Já ninguém se lembra quem foi o meu trisavô. É certo que tive bastantes,
como toda a gente, mesmo os bastardos e órfãos. Todos tiveram um trisavô.
Podia ter sido o Eça de Queirós ou o Lenine e nesse caso todos os membros
da família carregariam orgulhosamente o emblema ao peito. Mas não. No entanto,
ele existiu. Nasceu numa pequena aldeia do norte de Portugal em 1872. Oh,
quantas coisas importantes e decisivas não aconteceram nessa data. Não me
consta que ele tenha participado em alguma. Passou a infância e a juventude e
casou na freguesia onde nasceu, trabalhando a terra e criando numerosa prole,
como era costume da época.
Apenas uma data: 1929. Em 1929, no inverno, sabemos que pediu autorização
às autoridades competentes para viajar para o Brasil.

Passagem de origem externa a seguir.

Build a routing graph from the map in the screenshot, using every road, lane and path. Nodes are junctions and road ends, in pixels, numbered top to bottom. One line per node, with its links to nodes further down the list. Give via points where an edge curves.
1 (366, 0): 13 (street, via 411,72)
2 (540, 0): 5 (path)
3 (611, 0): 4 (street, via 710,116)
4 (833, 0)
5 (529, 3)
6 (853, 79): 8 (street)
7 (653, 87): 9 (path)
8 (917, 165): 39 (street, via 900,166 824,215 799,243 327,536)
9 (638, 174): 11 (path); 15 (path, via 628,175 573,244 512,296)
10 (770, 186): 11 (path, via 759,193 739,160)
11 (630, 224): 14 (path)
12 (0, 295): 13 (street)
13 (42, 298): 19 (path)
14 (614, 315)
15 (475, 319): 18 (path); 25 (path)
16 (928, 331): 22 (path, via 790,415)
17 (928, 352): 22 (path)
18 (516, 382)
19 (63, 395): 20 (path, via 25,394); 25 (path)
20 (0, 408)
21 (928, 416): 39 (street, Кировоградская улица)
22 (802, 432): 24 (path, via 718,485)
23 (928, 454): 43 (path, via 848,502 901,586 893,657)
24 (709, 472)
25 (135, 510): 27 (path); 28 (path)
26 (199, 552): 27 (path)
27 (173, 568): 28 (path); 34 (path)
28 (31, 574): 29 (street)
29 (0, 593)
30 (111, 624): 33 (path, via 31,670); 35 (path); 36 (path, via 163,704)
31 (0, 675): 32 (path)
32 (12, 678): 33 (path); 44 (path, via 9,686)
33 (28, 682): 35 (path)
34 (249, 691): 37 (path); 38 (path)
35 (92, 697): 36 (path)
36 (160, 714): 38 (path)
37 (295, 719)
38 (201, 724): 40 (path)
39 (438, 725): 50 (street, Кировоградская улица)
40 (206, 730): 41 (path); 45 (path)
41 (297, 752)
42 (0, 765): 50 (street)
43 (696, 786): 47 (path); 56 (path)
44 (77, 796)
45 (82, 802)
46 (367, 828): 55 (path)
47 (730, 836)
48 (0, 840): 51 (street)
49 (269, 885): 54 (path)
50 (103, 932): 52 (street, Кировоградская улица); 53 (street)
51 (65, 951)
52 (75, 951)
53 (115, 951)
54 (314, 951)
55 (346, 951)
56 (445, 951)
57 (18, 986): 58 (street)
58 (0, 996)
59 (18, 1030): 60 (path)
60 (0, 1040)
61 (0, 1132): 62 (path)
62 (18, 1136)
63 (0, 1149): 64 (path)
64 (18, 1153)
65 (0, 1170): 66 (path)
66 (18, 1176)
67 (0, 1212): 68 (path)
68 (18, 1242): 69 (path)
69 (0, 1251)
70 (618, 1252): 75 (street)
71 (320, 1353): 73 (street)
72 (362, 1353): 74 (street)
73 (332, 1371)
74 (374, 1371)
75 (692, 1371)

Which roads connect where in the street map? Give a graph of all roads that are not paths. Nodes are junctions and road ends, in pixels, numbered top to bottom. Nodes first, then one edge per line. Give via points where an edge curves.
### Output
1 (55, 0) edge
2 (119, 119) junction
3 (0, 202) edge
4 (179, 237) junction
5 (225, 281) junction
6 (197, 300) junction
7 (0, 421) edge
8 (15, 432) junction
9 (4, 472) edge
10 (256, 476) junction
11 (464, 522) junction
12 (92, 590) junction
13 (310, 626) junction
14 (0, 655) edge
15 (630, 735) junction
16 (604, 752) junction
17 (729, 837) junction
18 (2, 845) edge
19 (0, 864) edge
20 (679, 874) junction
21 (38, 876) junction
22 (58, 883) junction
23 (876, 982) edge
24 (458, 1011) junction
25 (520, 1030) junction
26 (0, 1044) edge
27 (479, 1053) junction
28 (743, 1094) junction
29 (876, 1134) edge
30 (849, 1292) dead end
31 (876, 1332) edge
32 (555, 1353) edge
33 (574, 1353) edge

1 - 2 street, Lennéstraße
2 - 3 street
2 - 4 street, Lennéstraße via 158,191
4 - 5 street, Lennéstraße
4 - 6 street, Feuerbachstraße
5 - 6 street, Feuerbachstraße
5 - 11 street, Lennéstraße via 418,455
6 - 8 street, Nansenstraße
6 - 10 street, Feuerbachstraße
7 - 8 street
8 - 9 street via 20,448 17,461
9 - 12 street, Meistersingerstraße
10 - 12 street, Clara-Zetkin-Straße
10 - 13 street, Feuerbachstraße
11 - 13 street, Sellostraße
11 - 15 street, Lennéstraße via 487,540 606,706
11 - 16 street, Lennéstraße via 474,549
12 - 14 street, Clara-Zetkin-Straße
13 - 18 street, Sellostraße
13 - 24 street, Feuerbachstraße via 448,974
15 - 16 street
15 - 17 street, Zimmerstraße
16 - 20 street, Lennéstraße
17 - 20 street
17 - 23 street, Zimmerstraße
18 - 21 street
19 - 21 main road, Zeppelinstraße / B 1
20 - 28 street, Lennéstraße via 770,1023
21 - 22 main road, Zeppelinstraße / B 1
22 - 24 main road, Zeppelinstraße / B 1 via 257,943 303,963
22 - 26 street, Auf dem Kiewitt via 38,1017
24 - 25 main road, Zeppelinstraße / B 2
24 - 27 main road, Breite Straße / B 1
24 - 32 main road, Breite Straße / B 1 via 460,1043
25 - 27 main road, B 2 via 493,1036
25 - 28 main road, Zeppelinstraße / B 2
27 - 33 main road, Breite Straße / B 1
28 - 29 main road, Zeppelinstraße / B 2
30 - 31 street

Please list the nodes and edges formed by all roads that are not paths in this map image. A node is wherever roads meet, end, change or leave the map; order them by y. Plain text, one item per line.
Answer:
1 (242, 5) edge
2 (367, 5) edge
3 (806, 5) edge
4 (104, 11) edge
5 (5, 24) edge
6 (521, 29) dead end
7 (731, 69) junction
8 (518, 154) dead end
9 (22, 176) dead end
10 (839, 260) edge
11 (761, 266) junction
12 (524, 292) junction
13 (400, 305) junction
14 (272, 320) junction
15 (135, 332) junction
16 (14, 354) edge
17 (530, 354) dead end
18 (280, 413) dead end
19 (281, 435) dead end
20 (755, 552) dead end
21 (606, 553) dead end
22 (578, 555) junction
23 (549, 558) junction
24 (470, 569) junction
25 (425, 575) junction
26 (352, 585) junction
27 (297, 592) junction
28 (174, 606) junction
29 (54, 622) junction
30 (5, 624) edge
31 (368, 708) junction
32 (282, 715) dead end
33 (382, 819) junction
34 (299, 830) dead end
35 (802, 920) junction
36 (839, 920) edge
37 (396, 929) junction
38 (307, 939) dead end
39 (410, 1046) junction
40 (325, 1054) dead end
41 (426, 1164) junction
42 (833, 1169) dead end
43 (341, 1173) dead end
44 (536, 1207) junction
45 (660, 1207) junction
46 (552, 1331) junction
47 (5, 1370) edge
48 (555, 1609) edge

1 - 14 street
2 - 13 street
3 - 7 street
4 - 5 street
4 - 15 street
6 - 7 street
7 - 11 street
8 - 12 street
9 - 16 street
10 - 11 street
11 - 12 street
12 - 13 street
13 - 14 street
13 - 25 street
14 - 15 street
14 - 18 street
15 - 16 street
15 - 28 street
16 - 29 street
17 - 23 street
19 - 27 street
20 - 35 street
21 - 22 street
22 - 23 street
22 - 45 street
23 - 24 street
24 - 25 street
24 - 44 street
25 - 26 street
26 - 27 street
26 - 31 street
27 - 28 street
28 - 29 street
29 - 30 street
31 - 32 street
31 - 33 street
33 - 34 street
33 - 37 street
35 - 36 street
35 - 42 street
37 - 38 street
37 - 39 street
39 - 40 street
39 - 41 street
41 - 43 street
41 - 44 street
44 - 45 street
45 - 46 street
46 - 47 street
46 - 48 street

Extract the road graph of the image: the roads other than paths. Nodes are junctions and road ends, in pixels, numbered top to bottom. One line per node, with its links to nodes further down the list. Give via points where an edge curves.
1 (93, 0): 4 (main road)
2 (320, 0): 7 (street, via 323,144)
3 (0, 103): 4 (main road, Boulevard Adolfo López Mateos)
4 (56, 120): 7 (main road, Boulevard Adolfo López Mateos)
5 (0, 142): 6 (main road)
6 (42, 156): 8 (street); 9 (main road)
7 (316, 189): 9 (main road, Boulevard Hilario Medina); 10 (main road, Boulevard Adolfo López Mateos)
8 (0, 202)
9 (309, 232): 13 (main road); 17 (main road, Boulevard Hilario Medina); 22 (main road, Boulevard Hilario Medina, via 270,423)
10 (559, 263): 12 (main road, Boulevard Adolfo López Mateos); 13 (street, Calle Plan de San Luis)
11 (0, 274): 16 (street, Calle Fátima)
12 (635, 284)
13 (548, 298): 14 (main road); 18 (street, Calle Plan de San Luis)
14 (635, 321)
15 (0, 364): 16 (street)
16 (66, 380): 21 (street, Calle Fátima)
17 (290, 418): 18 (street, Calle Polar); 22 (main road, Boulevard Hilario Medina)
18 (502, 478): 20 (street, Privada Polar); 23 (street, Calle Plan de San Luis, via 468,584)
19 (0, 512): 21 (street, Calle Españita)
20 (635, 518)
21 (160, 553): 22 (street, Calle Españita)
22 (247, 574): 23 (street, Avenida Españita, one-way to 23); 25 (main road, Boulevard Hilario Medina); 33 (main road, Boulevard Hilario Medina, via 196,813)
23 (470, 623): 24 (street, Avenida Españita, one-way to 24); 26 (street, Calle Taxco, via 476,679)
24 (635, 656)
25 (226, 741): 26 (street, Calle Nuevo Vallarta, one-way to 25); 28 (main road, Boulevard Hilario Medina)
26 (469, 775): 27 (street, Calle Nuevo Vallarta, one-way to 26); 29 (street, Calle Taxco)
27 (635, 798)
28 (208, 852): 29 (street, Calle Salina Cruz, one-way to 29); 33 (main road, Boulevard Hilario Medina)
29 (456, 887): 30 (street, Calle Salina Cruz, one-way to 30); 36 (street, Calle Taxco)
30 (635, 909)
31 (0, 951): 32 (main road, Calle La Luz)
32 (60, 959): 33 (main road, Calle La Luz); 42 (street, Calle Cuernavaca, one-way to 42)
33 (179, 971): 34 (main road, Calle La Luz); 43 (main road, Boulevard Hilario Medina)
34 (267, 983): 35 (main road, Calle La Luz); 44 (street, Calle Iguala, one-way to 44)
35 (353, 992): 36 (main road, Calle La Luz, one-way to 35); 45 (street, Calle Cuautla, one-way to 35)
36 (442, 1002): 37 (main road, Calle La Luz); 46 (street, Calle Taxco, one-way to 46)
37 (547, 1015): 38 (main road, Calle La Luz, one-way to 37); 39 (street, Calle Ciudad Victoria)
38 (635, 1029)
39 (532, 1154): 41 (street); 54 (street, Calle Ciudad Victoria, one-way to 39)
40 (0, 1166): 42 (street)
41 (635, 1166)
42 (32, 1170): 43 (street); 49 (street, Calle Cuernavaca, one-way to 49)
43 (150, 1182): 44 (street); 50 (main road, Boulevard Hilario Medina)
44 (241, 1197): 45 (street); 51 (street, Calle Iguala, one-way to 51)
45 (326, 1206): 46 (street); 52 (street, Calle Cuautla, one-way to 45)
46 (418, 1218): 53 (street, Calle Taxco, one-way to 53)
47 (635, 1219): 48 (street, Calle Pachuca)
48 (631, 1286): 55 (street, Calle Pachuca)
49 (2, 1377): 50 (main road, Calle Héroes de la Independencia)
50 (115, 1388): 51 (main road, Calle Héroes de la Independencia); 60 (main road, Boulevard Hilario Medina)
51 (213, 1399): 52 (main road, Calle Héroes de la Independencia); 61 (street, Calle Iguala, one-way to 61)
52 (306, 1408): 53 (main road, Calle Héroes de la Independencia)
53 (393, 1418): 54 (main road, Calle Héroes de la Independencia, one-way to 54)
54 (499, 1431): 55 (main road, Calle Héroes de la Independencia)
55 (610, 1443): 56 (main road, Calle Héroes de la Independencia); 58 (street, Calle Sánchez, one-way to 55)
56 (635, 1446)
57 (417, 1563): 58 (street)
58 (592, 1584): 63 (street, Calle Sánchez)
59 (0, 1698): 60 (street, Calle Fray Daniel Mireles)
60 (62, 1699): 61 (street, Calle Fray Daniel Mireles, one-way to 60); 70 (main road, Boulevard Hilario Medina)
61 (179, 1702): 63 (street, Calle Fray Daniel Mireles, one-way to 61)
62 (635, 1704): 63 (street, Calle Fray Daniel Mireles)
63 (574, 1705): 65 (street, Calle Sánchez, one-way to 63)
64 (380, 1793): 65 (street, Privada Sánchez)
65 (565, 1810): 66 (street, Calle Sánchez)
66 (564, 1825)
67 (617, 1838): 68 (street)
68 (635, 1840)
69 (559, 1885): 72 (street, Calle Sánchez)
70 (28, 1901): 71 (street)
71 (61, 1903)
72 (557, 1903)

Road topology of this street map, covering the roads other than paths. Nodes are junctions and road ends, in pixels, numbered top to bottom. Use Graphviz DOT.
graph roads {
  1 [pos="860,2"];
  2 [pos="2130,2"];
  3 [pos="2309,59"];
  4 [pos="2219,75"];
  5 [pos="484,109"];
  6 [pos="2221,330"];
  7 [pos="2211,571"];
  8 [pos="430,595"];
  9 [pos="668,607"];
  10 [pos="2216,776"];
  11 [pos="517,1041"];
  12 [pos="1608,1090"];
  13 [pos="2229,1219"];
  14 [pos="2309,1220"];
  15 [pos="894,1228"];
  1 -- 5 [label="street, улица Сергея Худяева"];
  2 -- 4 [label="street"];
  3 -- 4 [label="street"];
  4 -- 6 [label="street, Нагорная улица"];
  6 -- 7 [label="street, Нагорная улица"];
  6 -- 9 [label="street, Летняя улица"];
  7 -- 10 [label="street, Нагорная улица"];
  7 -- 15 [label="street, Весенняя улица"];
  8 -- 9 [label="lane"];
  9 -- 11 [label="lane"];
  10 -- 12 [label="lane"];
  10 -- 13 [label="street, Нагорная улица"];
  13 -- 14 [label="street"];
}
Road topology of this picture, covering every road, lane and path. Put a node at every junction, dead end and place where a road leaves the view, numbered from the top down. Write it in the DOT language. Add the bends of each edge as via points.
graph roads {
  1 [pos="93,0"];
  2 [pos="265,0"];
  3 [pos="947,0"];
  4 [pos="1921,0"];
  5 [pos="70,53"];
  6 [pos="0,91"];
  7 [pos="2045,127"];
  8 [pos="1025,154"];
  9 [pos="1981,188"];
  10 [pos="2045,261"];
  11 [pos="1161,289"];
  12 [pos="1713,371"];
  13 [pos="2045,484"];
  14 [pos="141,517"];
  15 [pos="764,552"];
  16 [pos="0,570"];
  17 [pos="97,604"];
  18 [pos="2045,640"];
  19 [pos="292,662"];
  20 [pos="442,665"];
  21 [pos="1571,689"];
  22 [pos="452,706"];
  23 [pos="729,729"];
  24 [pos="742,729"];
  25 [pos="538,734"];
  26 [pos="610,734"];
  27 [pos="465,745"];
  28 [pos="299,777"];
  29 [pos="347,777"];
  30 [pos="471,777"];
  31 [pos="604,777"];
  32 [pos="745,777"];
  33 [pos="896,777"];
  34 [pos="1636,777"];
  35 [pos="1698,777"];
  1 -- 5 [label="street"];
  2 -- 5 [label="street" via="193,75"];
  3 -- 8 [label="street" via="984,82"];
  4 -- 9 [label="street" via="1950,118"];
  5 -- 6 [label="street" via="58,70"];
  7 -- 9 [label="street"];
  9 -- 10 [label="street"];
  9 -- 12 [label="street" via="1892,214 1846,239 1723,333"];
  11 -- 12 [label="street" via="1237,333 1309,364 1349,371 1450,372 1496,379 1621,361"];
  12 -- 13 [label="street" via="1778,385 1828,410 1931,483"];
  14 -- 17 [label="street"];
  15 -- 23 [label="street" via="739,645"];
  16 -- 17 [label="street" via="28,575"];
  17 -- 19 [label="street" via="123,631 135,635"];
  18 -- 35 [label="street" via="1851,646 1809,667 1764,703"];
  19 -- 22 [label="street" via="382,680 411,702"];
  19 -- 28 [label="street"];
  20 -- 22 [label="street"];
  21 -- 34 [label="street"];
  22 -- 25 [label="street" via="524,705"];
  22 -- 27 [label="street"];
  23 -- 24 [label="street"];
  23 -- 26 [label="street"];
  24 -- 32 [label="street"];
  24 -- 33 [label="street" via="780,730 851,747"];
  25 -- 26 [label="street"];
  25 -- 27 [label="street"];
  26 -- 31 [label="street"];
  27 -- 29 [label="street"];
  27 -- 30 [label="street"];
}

Do passaporte que lhe foi
emitido consta a única fotografia que dele temos. Nela vemos um homem com 57
anos que está prestes a atravessar o atlântico num moderno navio a vapor. Esta
é, quiçá, a primeira viagem que faz na sua vida.
Apesar da pouca qualidade da foto,
vemos os cabelos brancos que despontam abundantes na sua cabeça. Com uma idade
que, à época, era já para fazer as continhas do caixão, o meu trisavô
desconhecido prepara-se para viajar para terra incógnita e enfrentar a
tormentosa e tropical urbe do Rio de Janeiro, ou perder-se nas imensas planuras
do sertão brasileiro.
Em 1929… Quantas coisas importantes já não aconteceram entre 1872 e 1929… O
rei D. Carlos sucedeu no trono ao seu pai – D. Luís, e após uns quantos
arremedos de indolência real comprovados pelos séculos, acaba assassinado em
plena baixa lisboeta, em 1908. A Monarquia está por um fio e ninguém parece
disposto a morrer por ela, excepto meia dúzia de jovens integralistas cheios de
testosterona e um tal de Paiva Couceiro. O futuro D. Manuel preferirá acabar os
seus dias em sossego no exílio dourado inglês a envolver-se em aventureirismos.
Muitos não lhe perdoam a covardia.
Em 1929, a Rússia é já uma federação popular de repúblicas desde 1917, data
em que Rasputine abandona o mundo de vez. A Guerra Civil entre brancos e
vermelhos já acabou há 7 anos e Trotski deu de frosques para o México, fugido à
tirania de Estaline.
Os grandes homens do século XIX são já quase todos apenas memória, em 1929,
e o mundo burguês vitoriano atolou-se e morreu na lama das trincheiras da
primeira guerra mundial.
O sonho de uma paz duradoura que tinha sido inaugurado com a Sociedade das
Nações encontra-se perigado pela emergência de movimentos fascistas. A crise de
1929 dá o golpe de misericórdia ao multilateralismo, e cada Estado volta os
olhos para o seu umbigo.
Entretanto, o meu trisavô faz também pela vida, procura sobreviver. Sabemos
que voltou a Portugal, mas ignoramos quando. Viveria ainda o tempo suficiente
para assistir a uma Segunda Grande Guerra e à ascensão ao poder do jovem
contabilista de Santa Comba Dão. Fernando Pessoa, bastante mais novo, faleceu já
em 1935, de cirrose.
Daí até aos anos 50 foi apenas num salto. Começa a Guerra Fria, mas quem
não tem televisão e mal conhece o cinema não dá muito por isso. No Portugal sem
pós- guerra desses anos, as batalhas são ainda pela sobrevivência e a fome é
ainda uma ameaça real. A tuberculose leva tantos como teria levado a guerra
civil no país vizinho.
O meu trisavô acaba os seus dias num lar, em 1960, um ano antes da Guerra
do Ultramar. Foi a enterrar num cemitério que não era o da sua terra natal e em
vala comum, ao que parece. E no entanto, quando o olho nos olhos da fotografia
que dele resta e reparo como fita corajosamente a objectiva com um orgulhoso
bigode oitocentista, o passado que já não existe apresenta-se-me vivo e
deformado pela imaginação para cair novamente no esquecimento.